We must now do the best we can and remove any obstacles standing in the way of a concerted response. The current Australian government pandemic plan should slow the worst phase of the crisis, but the most severe measures that the community can now sustain need to be taken to manage the infection rate. There’s always the risk the national plan of action could be undermined by individual state actions. That could occur if a jurisdiction considers that the federal government isn’t rigorously enforcing parts of the plan, such as home quarantine or if it’s moving too slowly in enforcing border controls. The states may lose trust in the Australian government if there’s any perception that decisions are taken for commercial reasons, rather than community safety.

While our social and political situation is different, the Chinese response (outside of Wuhan City and Hubei province where they had zero warning) has, despite the initial cover-up, worked well. People were ordered to stay indoors at their homes. Most were already together as families, because they were gathered for the Spring Festival.

One member of each household has been permitted to leave the house every two days. Street committees, local party members, volunteers (often retirees) and private municipal service companies have largely managed enforcement and household support during the isolation.

Provincial disease control and prevention centres and departments of health have issued specific rules of compliance for the management of medical cases. Temperatures are being measured at least daily at every contact opportunity. Once an “isolated” person was suspected of being infected, they would be relocated and processed through a fever clinic diagnostic centre and resettled into medical quarantine.

Raw ingredients and prepared meals have been delivered to the doorstep and also purchased under controlled conditions in designated areas.

One advantage that China has leveraged in this lock down situation is the massive individual meal delivery service industry, with innumerable small restaurants and independent deliverers comprising the backbone of this system. The “gig economy” in action. On any “normal” day, hundreds of millions of ready-made meals are delivered on electric motorcycles in every large city, and this has continued through the epidemic.

The Australian public information campaign that has now started should have commenced weeks ago. The only way to reduce fear, uncertainty and the avoidable demand for emergency department services is blanket media information across print, radio, television and social media. And it should provide practical information: the newspaper ads that are now appearing don’t explain the most effective way to wash your hands or what self-isolation requires.

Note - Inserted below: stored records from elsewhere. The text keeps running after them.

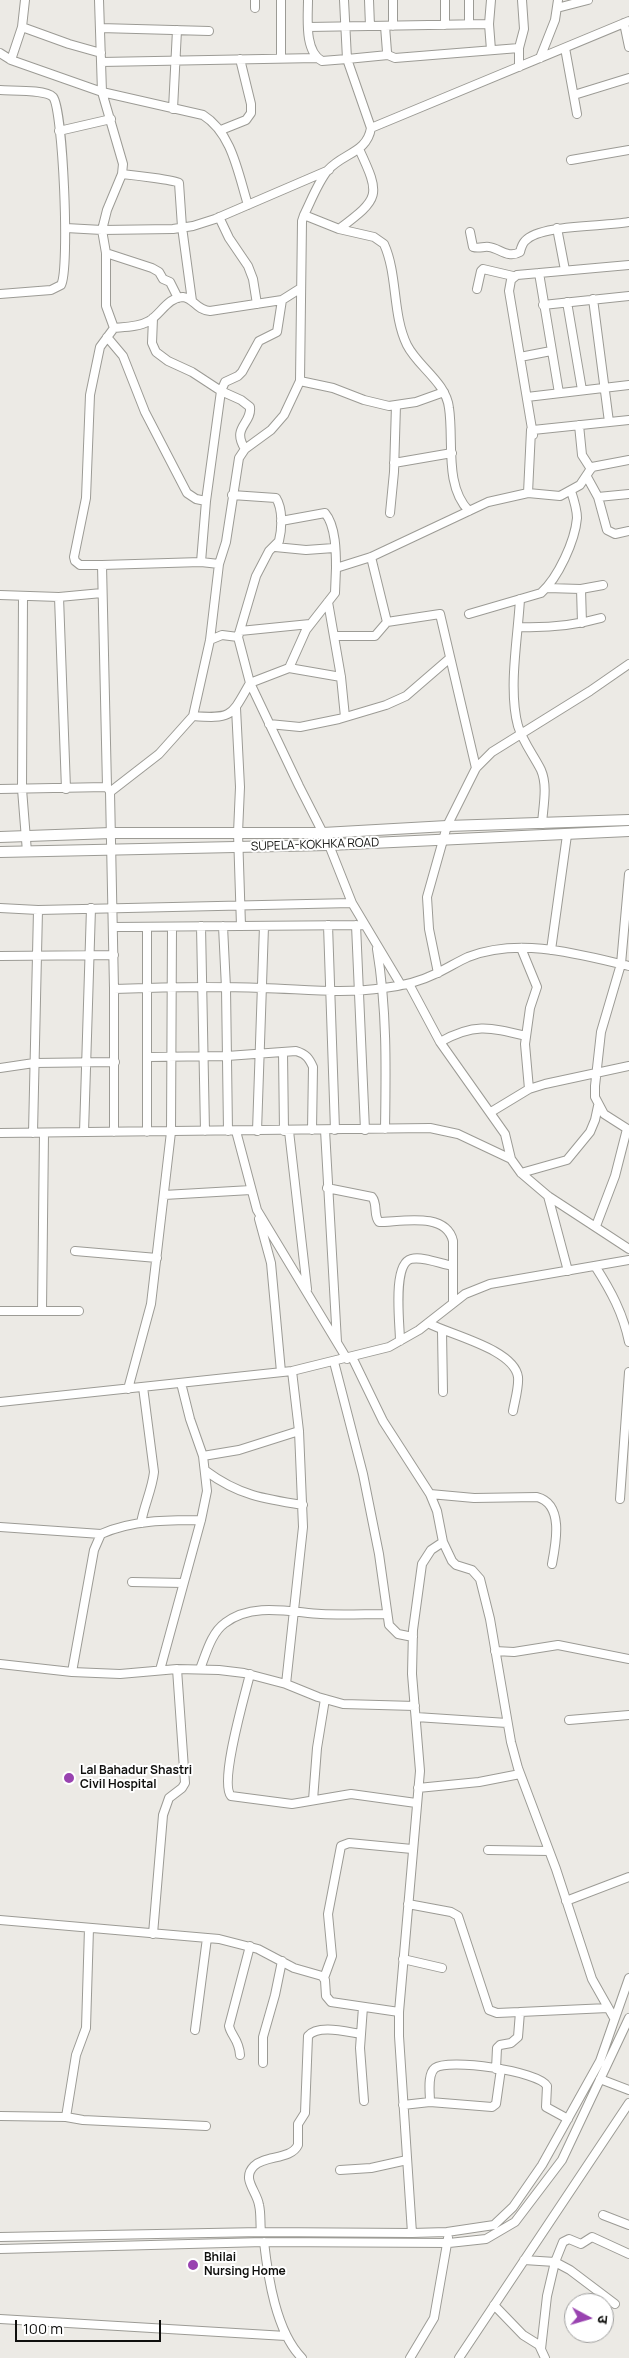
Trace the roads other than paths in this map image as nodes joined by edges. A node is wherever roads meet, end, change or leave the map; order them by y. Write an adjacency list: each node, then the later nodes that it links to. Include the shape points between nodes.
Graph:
1 (25, 0): 22 (street)
2 (99, 0): 15 (street)
3 (281, 0): 35 (street)
4 (308, 0): 23 (street)
5 (344, 0): 19 (street)
6 (369, 0): 20 (street)
7 (393, 0): 21 (street)
8 (445, 0): 16 (street)
9 (469, 0): 17 (street)
10 (491, 0): 18 (street)
11 (522, 0): 28 (street, via 524,29)
12 (588, 0): 13 (street)
13 (558, 4): 37 (street)
14 (626, 22): 26 (street); 29 (street)
15 (100, 24): 24 (street); 32 (street)
16 (445, 24): 17 (street); 21 (street)
17 (469, 24): 18 (street)
18 (489, 24): 30 (street)
19 (344, 26): 20 (street); 23 (street); 38 (street)
20 (370, 26): 21 (street)
21 (389, 26): 33 (street)
22 (22, 27): 32 (street); 39 (street)
23 (308, 27): 36 (street, via 311,48)
24 (177, 30): 25 (street); 40 (street)
25 (209, 31)
26 (628, 38): 27 (street)
27 (629, 47)
28 (519, 48): 30 (street); 42 (street)
29 (565, 48): 37 (street); 46 (street)
30 (491, 50): 33 (street, via 395,58)
31 (0, 53): 39 (street)
32 (101, 53): 41 (street)
33 (388, 55): 38 (street)
34 (240, 58): 35 (street); 40 (street); 51 (street, via 251,113 246,120)
35 (281, 58): 36 (street)
36 (317, 58): 38 (street, via 322,61)
37 (540, 58): 42 (street)
38 (347, 59): 50 (street)
39 (11, 60): 45 (street)
40 (177, 60): 41 (street); 47 (street)
41 (101, 62): 45 (street)
42 (518, 67): 50 (street)
43 (629, 78): 46 (street)
44 (0, 90): 52 (street, via 40,92 52,96)
45 (102, 92): 47 (street); 49 (street)
46 (574, 95): 48 (street)
47 (173, 109): 51 (street, via 202,115)
48 (577, 114)
49 (111, 120): 52 (street); 57 (street, via 123,164)
50 (371, 128): 53 (street)
51 (221, 130): 58 (street)
52 (59, 131): 63 (street)
53 (364, 143): 56 (street); 65 (street, via 374,194 366,208)
54 (629, 150): 55 (street)
55 (571, 160)
56 (328, 170): 58 (street); 59 (street)
57 (122, 174): 62 (street, via 178,181); 66 (street)
58 (248, 205): 60 (street)
59 (304, 215): 65 (street); 73 (street)
60 (219, 217): 62 (street); 82 (street, via 248,266)
61 (629, 222): 64 (street)
62 (182, 227): 66 (street); 80 (street)
63 (66, 228): 66 (street); 75 (street, via 62,285 51,290)
64 (557, 228): 67 (street, via 528,238 516,254 490,247 473,247); 70 (street)
65 (339, 229): 94 (street, via 374,236 384,244 407,345)
66 (102, 230): 68 (street)
67 (470, 232)
68 (106, 253): 77 (street, via 159,272 162,279 170,282); 85 (street, via 106,306)
69 (629, 265): 70 (street)
70 (565, 270): 71 (street)
71 (539, 273): 72 (street); 83 (street)
72 (514, 276): 74 (street, via 484,269); 88 (street, via 509,291)
73 (301, 288): 79 (street); 89 (street)
74 (477, 289)
75 (0, 294)
76 (629, 296): 78 (street)
77 (178, 298): 80 (street); 84 (street)
78 (593, 299): 81 (street); 91 (street)
79 (282, 300): 82 (street); 93 (street, via 277,332 259,341 242,372 226,382)
80 (192, 301): 82 (street, via 204,310)
81 (567, 302): 83 (street); 92 (street)
82 (257, 304)
83 (542, 305): 87 (street)
84 (153, 318): 85 (street, via 142,324); 93 (street, via 152,342 156,352)
85 (114, 328): 86 (street)
86 (108, 337): 113 (street, via 123,356 145,412 187,493); 123 (street, via 100,347 90,395 86,498 74,557 80,565)
87 (551, 351): 88 (street); 95 (street)
88 (520, 357): 96 (street)
89 (300, 381): 97 (street, via 333,388 379,405); 102 (street, via 284,415 271,430)
90 (629, 385): 91 (street)
91 (604, 387): 92 (street); 99 (street)
92 (582, 390): 95 (street)
93 (221, 391): 102 (street, via 250,407 239,438); 113 (street)
94 (444, 392): 97 (street); 103 (street, via 449,406)
95 (559, 393): 96 (street)
96 (528, 397): 101 (street)
97 (396, 405): 105 (street)
98 (629, 420): 99 (street)
99 (609, 422): 100 (street)
100 (579, 425): 101 (street); 106 (street, via 582,455)
101 (533, 432): 109 (street)
102 (245, 449): 111 (street, via 239,458)
103 (452, 453): 105 (street); 114 (street, via 455,486)
104 (629, 460): 106 (street)
105 (394, 463): 115 (street)
106 (591, 469): 107 (street)
107 (587, 477): 108 (street); 112 (street)
108 (576, 488): 109 (street, via 560,496); 126 (street, via 574,533 556,577)
109 (528, 493): 114 (street, via 488,502)
110 (629, 494): 112 (street)
111 (232, 495): 116 (street, via 276,498); 122 (street, via 226,542)
112 (598, 497): 117 (street, via 607,530 615,534)
113 (206, 501): 121 (street)
114 (469, 511): 120 (street)
115 (390, 513)
116 (281, 521): 118 (street, via 279,541); 119 (street, via 325,513)
117 (629, 532)
118 (275, 546): 119 (street, via 306,550); 140 (street, via 256,576)
119 (334, 548): 124 (street)
120 (372, 557): 124 (street); 136 (street)
121 (201, 562): 122 (street); 123 (street)
122 (219, 564): 142 (street)
123 (102, 565): 128 (street)
124 (336, 568): 133 (street, via 335,592)
125 (603, 585): 127 (street)
126 (547, 588): 127 (street); 132 (street)
127 (581, 588): 137 (street)
128 (102, 593): 131 (street); 157 (street)
129 (0, 595): 130 (street)
130 (23, 596): 131 (street); 155 (street)
131 (59, 597): 156 (street)
132 (520, 600): 134 (street); 139 (street)
133 (328, 602): 138 (street); 141 (street)
134 (469, 614)
135 (601, 618): 137 (street)
136 (387, 622): 141 (street, via 375,636); 143 (street, via 440,614)
137 (582, 623): 139 (street, via 554,628)
138 (310, 624): 140 (street); 145 (street)
139 (518, 627): 152 (street, via 515,708)
140 (239, 634): 142 (street, via 222,634); 147 (street)
141 (334, 636): 146 (street)
142 (210, 640): 149 (street)
143 (450, 658): 150 (street, via 406,696); 153 (street)
144 (629, 664): 152 (street)
145 (289, 668): 146 (street); 147 (street)
146 (341, 676): 150 (street)
147 (250, 683): 148 (street); 151 (street)
148 (236, 708): 149 (street, via 218,718); 163 (street, via 240,787)
149 (193, 716): 157 (street, via 159,754)
150 (345, 717): 151 (street, via 300,727)
151 (269, 724): 164 (street)
152 (521, 733): 153 (street, via 492,752); 159 (street, via 541,772 544,785)
153 (476, 768): 160 (street)
154 (0, 789): 155 (street)
155 (22, 789): 156 (street); 166 (street)
156 (66, 789): 157 (street)
157 (108, 790): 162 (street)
158 (629, 820): 159 (street, SUPELA-KOKHKA ROAD)
159 (542, 824): 160 (street, SUPELA-KOKHKA ROAD)
160 (447, 826): 164 (street, SUPELA-KOKHKA ROAD); 168 (street)
161 (629, 831): 165 (street, SUPELA-KOKHKA ROAD)
162 (111, 833): 163 (street, SUPELA-KOKHKA ROAD); 166 (street, SUPELA-KOKHKA ROAD); 171 (street)
163 (238, 833): 164 (street, SUPELA-KOKHKA ROAD); 170 (street)
164 (323, 833): 169 (street)
165 (566, 835): 168 (street, SUPELA-KOKHKA ROAD); 192 (street)
166 (26, 836): 167 (street, SUPELA-KOKHKA ROAD); 173 (street)
167 (0, 837)
168 (443, 841): 169 (street, SUPELA-KOKHKA ROAD); 198 (street, via 427,898 429,929)
169 (330, 845): 170 (street, SUPELA-KOKHKA ROAD); 175 (street)
170 (239, 847): 171 (street, SUPELA-KOKHKA ROAD); 176 (street)
171 (110, 849): 173 (street, SUPELA-KOKHKA ROAD); 179 (street)
172 (0, 852): 173 (street, SUPELA-KOKHKA ROAD)
173 (27, 852)
174 (629, 874): 197 (street)
175 (352, 903): 176 (street); 182 (street)
176 (242, 906): 179 (street); 186 (street)
177 (0, 908): 180 (street)
178 (91, 908): 179 (street); 180 (street); 193 (street)
179 (113, 908): 188 (street)
180 (38, 910): 196 (street)
181 (328, 925): 182 (street); 187 (street); 208 (street)
182 (360, 925): 190 (street); 207 (street)
183 (172, 926): 184 (street); 189 (street); 200 (street)
184 (202, 926): 185 (street); 202 (street)
185 (223, 926): 186 (street); 203 (street)
186 (241, 926): 187 (street)
187 (264, 926): 204 (street)
188 (113, 927): 189 (street); 194 (street)
189 (147, 927): 201 (street)
190 (376, 944): 199 (street, via 401,985); 206 (street)
191 (522, 948): 192 (street); 198 (street, via 469,957); 209 (street, via 537,987)
192 (551, 950): 197 (street)
193 (89, 955): 194 (street); 196 (street); 218 (street)
194 (114, 955): 205 (street)
195 (0, 956): 196 (street)
196 (37, 956): 217 (street)
197 (625, 965): 222 (street, via 601,1032)
198 (438, 973): 199 (street)
199 (409, 984): 206 (street); 210 (street)
200 (173, 987): 201 (street); 202 (street); 216 (street)
201 (148, 988): 205 (street); 215 (street)
202 (204, 988): 203 (street); 213 (street)
203 (226, 988): 204 (street); 214 (street)
204 (260, 988): 208 (street); 212 (street)
205 (114, 989): 219 (street)
206 (383, 989): 207 (street); 226 (street, via 387,1050)
207 (361, 990): 208 (street); 231 (street)
208 (332, 991): 230 (street)
209 (526, 1036): 210 (street, via 504,1030 472,1028); 223 (street)
210 (440, 1042): 225 (street)
211 (283, 1052): 212 (street); 228 (street, via 303,1053 313,1067); 235 (street)
212 (259, 1054): 214 (street); 234 (street)
213 (204, 1056): 214 (street); 216 (street); 240 (street)
214 (227, 1056): 232 (street)
215 (147, 1057): 216 (street); 238 (street)
216 (172, 1057): 239 (street)
217 (34, 1062): 218 (street); 221 (street); 242 (street)
218 (87, 1062): 219 (street); 236 (street)
219 (115, 1062): 237 (street)
220 (629, 1066): 222 (street)
221 (0, 1068)
222 (596, 1073): 223 (street); 224 (street)
223 (529, 1089): 225 (street)
224 (598, 1106): 227 (street, via 604,1114); 245 (street, via 590,1132 567,1160)
225 (491, 1112): 244 (street, via 505,1134)
226 (385, 1129): 231 (street); 244 (street, via 430,1128 458,1134)
227 (628, 1129): 251 (street)
228 (312, 1130): 229 (street); 235 (street)
229 (325, 1130): 230 (street); 246 (street)
230 (335, 1130): 231 (street)
231 (365, 1130)
232 (228, 1131): 233 (street); 240 (street)
233 (236, 1131): 234 (street); 247 (street)
234 (257, 1131): 235 (street)
235 (286, 1131): 259 (street)
236 (84, 1132): 237 (street); 243 (street)
237 (114, 1132): 238 (street)
238 (147, 1132): 239 (street)
239 (171, 1132): 240 (street); 248 (street)
240 (205, 1132)
241 (0, 1133): 242 (street)
242 (33, 1133): 243 (street)
243 (44, 1133): 261 (street)
244 (511, 1159): 245 (street)
245 (521, 1173): 249 (street)
246 (328, 1188): 256 (street, via 372,1197 379,1222 426,1220 446,1229 453,1241); 268 (street)
247 (251, 1190): 248 (street); 250 (street)
248 (164, 1195): 254 (street)
249 (548, 1196): 251 (street); 258 (street)
250 (257, 1210): 259 (street); 272 (street, via 271,1263)
251 (596, 1226): 252 (street)
252 (629, 1249)
253 (75, 1251): 254 (street)
254 (158, 1258): 276 (street)
255 (629, 1260): 257 (street)
256 (453, 1266): 260 (street); 266 (street, via 420,1259 406,1262 398,1278)
257 (595, 1266): 258 (street); 267 (street, via 617,1300)
258 (568, 1270): 260 (street, via 490,1284 465,1294)
259 (308, 1294): 268 (street)
260 (453, 1303): 264 (street)
261 (42, 1310): 262 (street); 263 (street)
262 (0, 1311)
263 (79, 1311)
264 (428, 1323): 265 (street); 266 (street)
265 (442, 1331): 277 (street); 279 (street, via 493,1351 513,1364 518,1378)
266 (400, 1341): 269 (street)
267 (629, 1342)
268 (338, 1344): 269 (street)
269 (349, 1358): 270 (street); 284 (street, via 383,1421)
270 (334, 1362): 271 (street); 296 (street, via 363,1474 379,1554)
271 (292, 1371): 272 (street); 280 (street)
272 (281, 1372): 274 (street)
273 (629, 1372): 282 (street)
274 (182, 1383): 275 (street); 281 (street)
275 (143, 1387): 276 (street); 288 (street, via 154,1472)
276 (128, 1389): 278 (street)
277 (443, 1392)
278 (0, 1402)
279 (513, 1411)
280 (299, 1431): 281 (street, via 239,1450); 286 (street)
281 (203, 1456): 283 (street)
282 (626, 1458): 285 (street)
283 (206, 1471): 286 (street, via 241,1492); 287 (street)
284 (430, 1494): 291 (street); 292 (street, via 544,1498 552,1508 556,1523)
285 (620, 1499)
286 (303, 1505): 295 (street)
287 (201, 1520): 288 (street); 294 (street)
288 (141, 1523): 290 (street)
289 (0, 1527): 290 (street)
290 (100, 1534): 304 (street, via 94,1550)
291 (443, 1542): 297 (street, via 431,1550 422,1564); 298 (street, via 452,1561 472,1570 480,1579)
292 (552, 1564)
293 (132, 1582): 294 (street)
294 (183, 1583): 303 (street)
295 (292, 1611): 296 (street); 302 (street, via 241,1613 224,1623 213,1636); 306 (street)
296 (386, 1614): 297 (street, via 393,1630)
297 (413, 1637): 308 (street)
298 (495, 1651): 299 (street, via 514,1652 558,1645); 312 (street)
299 (629, 1659)
300 (0, 1664): 304 (street)
301 (177, 1669): 302 (street); 303 (street); 325 (street, via 185,1783 169,1798 163,1815)
302 (200, 1669): 305 (street)
303 (160, 1670): 304 (street, via 120,1674)
304 (72, 1672)
305 (250, 1674): 306 (street); 315 (street, via 227,1778 228,1792 235,1798 292,1804)
306 (286, 1684): 307 (street)
307 (325, 1699): 308 (street, via 343,1704); 315 (street)
308 (415, 1706): 310 (street)
309 (629, 1715): 311 (street)
310 (416, 1717): 312 (street); 314 (street)
311 (570, 1720)
312 (507, 1723): 313 (street)
313 (520, 1774): 314 (street); 319 (street)
314 (418, 1788): 316 (street)
315 (313, 1800): 316 (street, via 351,1794)
316 (416, 1803): 317 (street)
317 (412, 1849): 322 (street); 331 (street, via 349,1843 341,1846 328,1914 332,1956)
318 (488, 1850): 319 (street)
319 (549, 1851): 321 (street)
320 (629, 1877): 321 (street)
321 (566, 1901): 334 (street, via 592,1979)
322 (408, 1904): 328 (street); 336 (street, via 458,1916 489,2010 497,2014)
323 (0, 1920): 324 (street)
324 (89, 1928): 325 (street); 351 (street, via 85,2034 76,2054)
325 (153, 1934): 326 (street)
326 (207, 1938): 327 (street); 339 (street)
327 (250, 1946): 329 (street); 341 (street, via 229,2026 238,2040)
328 (403, 1959): 330 (street); 335 (street)
329 (282, 1961): 331 (street); 342 (street, via 263,2037)
330 (442, 1968)
331 (324, 1978): 333 (street, via 328,1999 334,2003)
332 (629, 1978): 337 (street)
333 (364, 2007): 335 (street); 340 (street)
334 (608, 2008): 336 (street); 337 (street)
335 (399, 2012): 349 (street)
336 (520, 2012): 343 (street, via 519,2034 515,2040 497,2048)
337 (614, 2018): 352 (street, via 600,2060)
338 (629, 2018): 344 (street)
339 (196, 2030)
340 (361, 2034): 346 (street); 358 (street, via 320,2030 308,2036 305,2114 298,2124 298,2145 293,2151 256,2164 250,2170 250,2184 260,2206)
341 (240, 2056)
342 (264, 2063)
343 (499, 2069): 347 (street, via 451,2064 435,2068 430,2077); 347 (street, via 496,2104 492,2108); 352 (street, via 541,2079 547,2086 546,2107)
344 (600, 2078): 345 (street); 363 (street, via 562,2160 515,2222 486,2239)
345 (629, 2090)
346 (364, 2101)
347 (430, 2102): 349 (street)
348 (629, 2103): 366 (street)
349 (403, 2106): 354 (street)
350 (0, 2116): 351 (street)
351 (66, 2117): 353 (street)
352 (568, 2119): 359 (street, via 513,2207 494,2225)
353 (206, 2126)
354 (408, 2160): 355 (street, via 371,2168); 360 (street)
355 (340, 2170)
356 (603, 2215): 357 (street)
357 (629, 2225)
358 (261, 2232): 360 (street); 361 (street)
359 (447, 2232): 360 (street); 363 (street)
360 (412, 2233)
361 (0, 2237)
362 (264, 2242): 363 (street); 364 (street); 371 (street, via 267,2274)
363 (449, 2242): 375 (street, via 434,2318)
364 (0, 2249)
365 (629, 2254): 367 (street, via 592,2237 581,2244 569,2239 563,2242)
366 (524, 2260): 367 (street); 369 (street)
367 (555, 2262): 368 (street); 372 (street)
368 (615, 2304)
369 (494, 2305): 372 (street); 376 (street)
370 (0, 2319): 371 (street)
371 (286, 2336): 373 (street)
372 (541, 2349): 377 (street)
373 (295, 2355): 374 (street)
374 (302, 2358)
375 (410, 2358)
376 (459, 2358)
377 (545, 2358)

There’s no message to the public not to hoard and to think of the elderly and neighbours.

We now need to start planning for the recovery phase and not simply returning to what we had before. As the Australian Strategic Policy Institute’s Michael Shoebridge has argued the virus adds a new set of risks associated with the concentration of global supply chains in China.

Australia stands to benefit here if we take this opportunity: we can be one of the places to which production shifts because of our low sovereign risk, rule of law, educated workforce, developed health system and natural resources.

Our goal should be to use this time to build back better with a focus on an economy based on greater domestic self-sufficiency that significantly reduces China and other low-cost states in our supply chain.